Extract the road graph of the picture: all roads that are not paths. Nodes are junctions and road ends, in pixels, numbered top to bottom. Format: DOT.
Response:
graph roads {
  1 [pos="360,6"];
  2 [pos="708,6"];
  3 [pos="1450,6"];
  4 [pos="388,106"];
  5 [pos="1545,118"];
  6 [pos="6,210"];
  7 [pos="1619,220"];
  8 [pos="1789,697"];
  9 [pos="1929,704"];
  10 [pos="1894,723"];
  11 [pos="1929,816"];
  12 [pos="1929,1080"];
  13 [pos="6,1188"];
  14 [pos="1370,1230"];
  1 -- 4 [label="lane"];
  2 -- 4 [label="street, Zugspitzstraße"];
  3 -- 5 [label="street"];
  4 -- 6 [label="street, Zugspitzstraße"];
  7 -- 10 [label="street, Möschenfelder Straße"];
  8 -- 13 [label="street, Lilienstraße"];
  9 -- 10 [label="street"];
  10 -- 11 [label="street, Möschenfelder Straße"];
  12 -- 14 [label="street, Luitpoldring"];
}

## WORK TO BE COMPLETED:
Transcribe all of the entries without altering anything.

## ANSWER TO THIS PROBLEM:
Extract the road graph of the picture: all roads that are not paths. Nodes are junctions and road ends, in pixels, numbered top to bottom. Format: DOT.
Response:
graph roads {
  1 [pos="360,6"];
  2 [pos="708,6"];
  3 [pos="1450,6"];
  4 [pos="388,106"];
  5 [pos="1545,118"];
  6 [pos="6,210"];
  7 [pos="1619,220"];
  8 [pos="1789,697"];
  9 [pos="1929,704"];
  10 [pos="1894,723"];
  11 [pos="1929,816"];
  12 [pos="1929,1080"];
  13 [pos="6,1188"];
  14 [pos="1370,1230"];
  1 -- 4 [label="lane"];
  2 -- 4 [label="street, Zugspitzstraße"];
  3 -- 5 [label="street"];
  4 -- 6 [label="street, Zugspitzstraße"];
  7 -- 10 [label="street, Möschenfelder Straße"];
  8 -- 13 [label="street, Lilienstraße"];
  9 -- 10 [label="street"];
  10 -- 11 [label="street, Möschenfelder Straße"];
  12 -- 14 [label="street, Luitpoldring"];
}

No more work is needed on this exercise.